Theme – Overheard the bird (native & non-native bird species)
- Students learned to identify the birds in their local areas and the purpose of bird monitoring in predator control projects.
- Students, teachers and parent helpers contributed to annual bird surveys (using 5 minute bird counts) and added information to the Wild NZ database.
- The students learned how to correctly identify the most common bird species in their area and gained basic bird call knowledge.
- We investigated local threats to native bird populations
- We practised 5-minute & 1-hour bird surveys at two sites (school grounds & at Otawa Trig Reserve). Finding out about flight patterns & behaviour helped students identify birds too.

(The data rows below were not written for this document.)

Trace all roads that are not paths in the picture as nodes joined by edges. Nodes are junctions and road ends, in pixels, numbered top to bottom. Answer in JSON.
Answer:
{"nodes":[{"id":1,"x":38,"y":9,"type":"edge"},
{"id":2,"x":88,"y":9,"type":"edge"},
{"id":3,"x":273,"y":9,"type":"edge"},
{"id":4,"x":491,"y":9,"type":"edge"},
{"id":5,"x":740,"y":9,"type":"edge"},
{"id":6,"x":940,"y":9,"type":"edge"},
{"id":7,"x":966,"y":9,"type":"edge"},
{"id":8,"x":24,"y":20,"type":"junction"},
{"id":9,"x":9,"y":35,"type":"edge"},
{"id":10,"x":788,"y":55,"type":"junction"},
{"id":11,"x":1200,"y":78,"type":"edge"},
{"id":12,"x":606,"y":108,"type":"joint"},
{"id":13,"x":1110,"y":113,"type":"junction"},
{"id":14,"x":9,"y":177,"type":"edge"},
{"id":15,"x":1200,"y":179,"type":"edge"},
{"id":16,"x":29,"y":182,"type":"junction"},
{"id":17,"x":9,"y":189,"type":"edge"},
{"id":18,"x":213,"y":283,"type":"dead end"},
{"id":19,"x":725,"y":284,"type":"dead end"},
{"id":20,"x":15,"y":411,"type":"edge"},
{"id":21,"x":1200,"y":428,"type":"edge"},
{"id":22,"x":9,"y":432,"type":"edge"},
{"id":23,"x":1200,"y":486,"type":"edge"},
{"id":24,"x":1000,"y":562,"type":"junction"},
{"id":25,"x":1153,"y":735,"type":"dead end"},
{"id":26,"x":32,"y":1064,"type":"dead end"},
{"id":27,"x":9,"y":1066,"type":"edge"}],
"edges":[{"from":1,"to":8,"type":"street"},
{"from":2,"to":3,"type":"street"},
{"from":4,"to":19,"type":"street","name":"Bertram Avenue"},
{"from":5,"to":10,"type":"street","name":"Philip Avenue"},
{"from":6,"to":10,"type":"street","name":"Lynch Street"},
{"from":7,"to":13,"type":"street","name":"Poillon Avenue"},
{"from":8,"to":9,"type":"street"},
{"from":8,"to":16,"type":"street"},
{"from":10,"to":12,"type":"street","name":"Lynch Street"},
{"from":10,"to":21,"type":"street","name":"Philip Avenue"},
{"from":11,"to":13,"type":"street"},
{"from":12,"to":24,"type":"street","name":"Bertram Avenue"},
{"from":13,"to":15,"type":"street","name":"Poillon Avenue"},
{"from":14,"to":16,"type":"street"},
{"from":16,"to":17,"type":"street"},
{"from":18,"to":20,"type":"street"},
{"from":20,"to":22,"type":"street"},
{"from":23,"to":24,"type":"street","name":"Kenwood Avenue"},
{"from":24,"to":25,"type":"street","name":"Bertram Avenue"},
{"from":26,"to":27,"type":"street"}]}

- The students had a field trip to Maketu Estuary where we met wetland expert, Tania Gaborit who works for Maketu wetlands. She showed the kids a collection of taxidermy pest animals and native birds & talked about the project. It was great seeing the bird’s beaks/bills and feet up close when she discussed how the use them.
- Wild students participated in the citizen science projects; the garden bird survey in July & the WHOLE class participated in the Great Kereru Count in September.

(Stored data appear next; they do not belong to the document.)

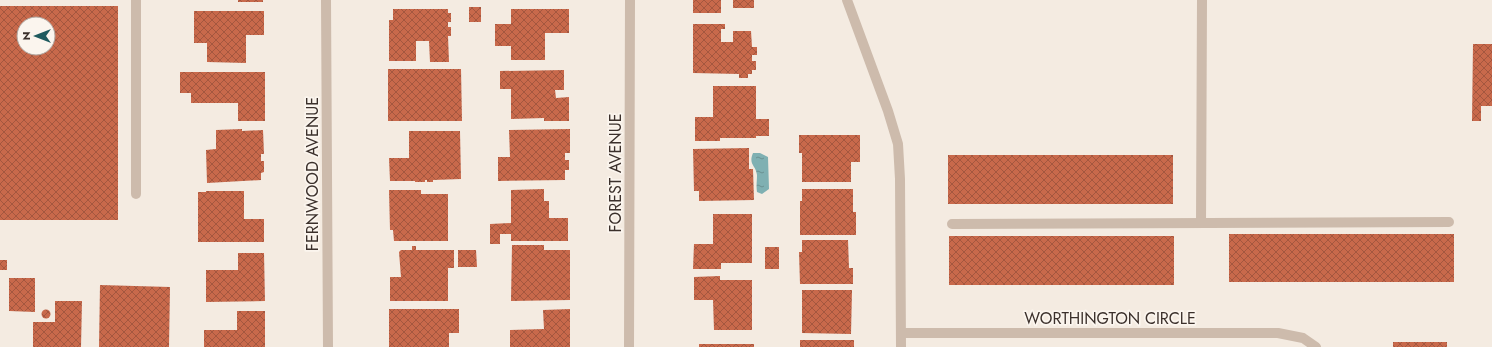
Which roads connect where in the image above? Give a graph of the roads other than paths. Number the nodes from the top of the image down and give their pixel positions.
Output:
1 (136, 0) edge
2 (326, 0) edge
3 (630, 0) edge
4 (847, 0) edge
5 (1202, 0) edge
6 (136, 194) dead end
7 (1450, 222) dead end
8 (1201, 223) junction
9 (952, 224) dead end
10 (901, 333) junction
11 (328, 347) edge
12 (629, 347) edge
13 (901, 347) edge
14 (1316, 347) edge

1 - 6 street
2 - 11 street, FERNWOOD AVENUE
3 - 12 street, FOREST AVENUE
4 - 10 street
5 - 8 street
7 - 8 street
8 - 9 street
10 - 13 street
10 - 14 street, WORTHINGTON CIRCLE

- Students created kereru window protectors.
Theme – Pest Preventers
Fairhaven Primary School students:
- Used a variety of pest monitoring methods (including tracking tunnels and chew cards) to locate pest animals in and around the school grounds.
- Learned how to identify pest footprints and teeth marks/chew marks on chew cards using identification guides. Tracked mice & insects.
- Visited Papamoa Hills Reserve with ranger Mark Ray (BOPRC) at the. Mark demonstrated a range of traps to the students including stoat traps, cat cages, rat bait stations. He talked about the rabbit problem there and how they use baits to help control the population.
- Learned how to identify pest footprints and teeth marks/chew marks on chew cards using identification guides.
- Created “Wanted” pest posters for display at school
- Uploaded posters and trip photos to Seesaw (classroom app) to share with parents.
- Participated in the national Landcare Research Garden Bird survey and added bird counts to the database.
Theme – Clean Streams
- Year 5-6 classes learn about where our water comes from (visual and interactive session), healthy stream vs unhealthy stream activities.
- Students assessed health of Ohineanganga stream through observation, collecting macro invertebrates and water quality tests. Students determined this stream to be in good health based on WQ results and range of macroinvertebrates. Results recorded.
- Collect and identify macroinvertebrates to help assess the stream health.